Image: Steve W.
It used to be midweek evenings that Leeds fans feared the most, having gone a full year between November 2011 and November 2012 without a win on a Tuesday or Wednesday night. But now they’ve fallen out of love with Fridays.
And it’s all Massimo Cellino’s fault.
For anyone who’s missed the unfolding spectacle at Elland Road over the last two weeks, or have developed a special sort of tinnitus for news related to Leeds United’s impending financial meltdown, here’s a summary.
Leeds fans’ weekends were first spoilt on Transfer Deadline Day, when, having apparently received a text from current chairman Salah Nooruddin congratulating him on the purchase of the club, Cellino casually dispensed with the services of Brian McDermott as manager. Well, to be accurate, his lawyer, Chris Farnell did. Over the phone.
Scores of pints will have been chugged in Leeds that Friday night to toast the departed McDermott. So imagine how much sore heads throbbed further still on Saturday, when it was revealed that since Cellino didn’t own Leeds United yet, he couldn’t really sack its employees. After much legal wrangling, the absent McDermott missed the club’s 5-1 pasting of Yorkshire ‘rivals’ Huddersfield, but returned to take training on Monday.
Then Farnell was sent packing himself, escorted off the premises by security. There were rumblings that Andrew Flowers, the chief executive of Enterprise Insurance, who it was assumed would be taking over Leeds as part of the Sport Capital consortium before Christmas, had joined forces with Mike Farnan, the ex-Manchester United employee who had fronted another bid to buy the club back in November. This super-consortium made it clear they wanted to complete their own takeover. So far, so confusing – so Leeds.
The majority of Leeds fans were pretty happy about this. Cellino has a spent conviction for fraud and is awaiting trial regarding alleged embezzlement in Italy, and has the happy track record of having employed 36 managers in 20 years as owner of Cagliari.
But current owners GFH Capital seem pretty keen on Cellino, so much so that he’d been given a tour of the training ground weeks before even agreeing a deal. This courtesy was almost extended to Gianluca Festa, the ex-Middlesbrough defender and Cellino associate, being given a seat in the dugout before the game against Ipswich. McDermott refused, which seemed to irk Cellino.
But as last week went on, the chances of Farnan and Flowers brokering a deal faded. Flowers pulled out, and has now issued a winding-up petition against the club.

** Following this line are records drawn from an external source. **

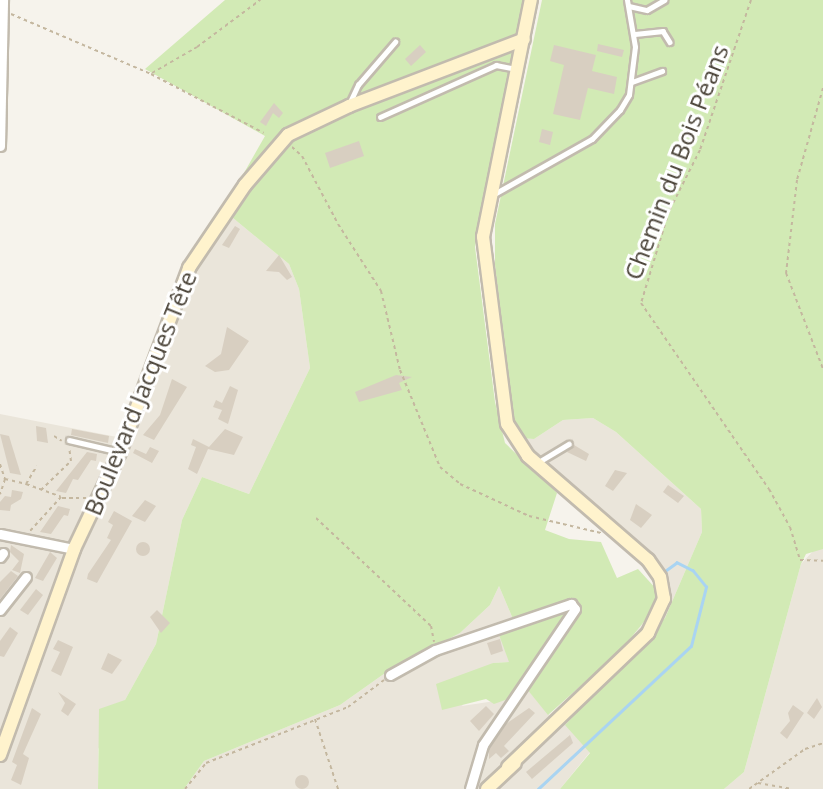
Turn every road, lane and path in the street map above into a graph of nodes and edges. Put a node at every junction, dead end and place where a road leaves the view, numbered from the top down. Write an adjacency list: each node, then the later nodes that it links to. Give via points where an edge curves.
1 (3, 0): 7 (street)
2 (260, 0): 14 (path)
3 (531, 0): 9 (main road)
4 (664, 0): 6 (lane, via 648,10)
5 (751, 0): 44 (path, Chemin du Bois Péans, via 700,150 669,211 641,303 769,489 790,527 800,560)
6 (628, 3): 8 (lane)
7 (3, 13): 14 (path); 18 (street)
8 (635, 34): 11 (lane, via 663,32); 15 (lane)
9 (524, 39): 12 (main road); 17 (main road, Boulevard Jacques Tête)
10 (395, 42): 17 (lane, via 358,85)
11 (670, 42)
12 (518, 69): 19 (lane, via 496,65); 23 (main road)
13 (662, 71): 15 (lane)
14 (151, 74): 20 (path)
15 (632, 82): 23 (lane, via 620,110 592,139)
16 (823, 88): 24 (path, via 797,180 786,273)
17 (349, 106): 21 (main road, Boulevard Jacques Tête)
18 (1, 114): 22 (street)
19 (380, 117)
20 (264, 133)
21 (279, 142): 29 (main road, Boulevard Jacques Tête, via 189,268); 40 (path, via 302,156 381,291 400,369 440,467 460,484 528,516 588,532)
22 (0, 146)
23 (490, 197): 31 (main road, via 483,246 507,424 519,447)
24 (822, 364): 25 (path)
25 (823, 369)
26 (54, 436): 35 (path, via 73,452 71,461)
27 (69, 440): 29 (lane)
28 (569, 444): 31 (lane)
29 (120, 452): 43 (main road, Boulevard Jacques Tête)
30 (0, 464): 33 (path)
31 (537, 464): 40 (main road)
32 (37, 466): 34 (path)
33 (5, 479): 34 (path); 36 (path)
34 (26, 484): 35 (path)
35 (39, 491): 38 (path)
36 (0, 494)
37 (90, 496): 38 (path, via 77,501)
38 (61, 498): 42 (path)
39 (316, 518): 47 (path, via 430,626)
40 (616, 532): 53 (main road, via 660,577 661,613 648,634)
41 (0, 534): 42 (street)
42 (28, 539): 43 (street)
43 (74, 549): 51 (main road, Boulevard Jacques Tête)
44 (823, 561)
45 (26, 577): 46 (street)
46 (0, 610)
47 (435, 650): 48 (street); 56 (street, via 570,604 575,609 483,745)
48 (390, 675): 49 (path, via 348,707)
49 (315, 719): 54 (path, via 206,763); 55 (path)
50 (823, 743): 52 (path, via 805,749)
51 (0, 755)
52 (757, 783): 58 (path); 59 (path)
53 (491, 784): 57 (main road)
54 (185, 789)
55 (338, 789)
56 (470, 789)
57 (480, 789)
58 (749, 789)
59 (792, 789)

So Friday came again, and with it more grim tidings. The club announced on their official website that, subject to Football League approval (which – incredibly, he is likely to get), the club was Cellino’s. For fans who gathered in their hundreds outside Elland Road a week previously against a Cellino takeover, this seemed like a hammer blow.
But, incredibly, it seems the mood in Leeds is shifting. Cellino gave an interview to the Sun on Sunday which seems to have stirred the Leeds faithful. ‘If I was running a Fiat 500 in Italy, now I have the chance to run a Ferrari,” he said. He also announced he would buy back Elland Road on his first day in charge of the club.
Some Cagliari fans have emerged on Twitter too to soothe doubts. It has been suggested that Cellino likes to invest in producing young players, and he reportedly was most proud at Cagliari when the club fielded six local players. But, we know that he tried to bring in up to five players on Deadline Day without consulting McDermott (probably because he wanted to sack him).
It is concerning that some Leeds fans are being so fickle. The club needs to own its ground, but Ken Bates also stressed how important it was that he repurchased it when he took over in 2005. Nine years on, the ground is no closer to returning to its rightful owners. Cellino’s comments about the club mirror Bates too. “I’m delighted to be stepping up to the mantle at such a fantastic football club. I see Leeds as a great club that has fallen on hard times,” said Bates in 2005.
Of course new owners will pay lip service to fans. But Cellino has already tried to sack a popular manager, draft in a complete novice and employ new players without anyone at the club’s permission. All that before he’s even officially taken charge. It should surely take more than a few cute comments to make up for that.
Cellino and McDermott were expected to meet tonight, when the former jetted in to see his probable new charges play away at Brighton. But it appears Cellino did not attend the game. But both have made reconciliatory noises since that freaky Friday two weeks ago, with McDermott even suggesting they’d chat about their mutual love for playing guitar.
But it seems an uneasy truce. Even though McDermott has said he would be happy to have Festa on his coaching staff, he is very much Cellino’s man. A couple of defeats, or anything close to resembling the 6-0 humiliation to Sheffield Wednesday, and McDermott will surely be sent on his way again. A Ferrari isn’t much use without a driver at the wheel.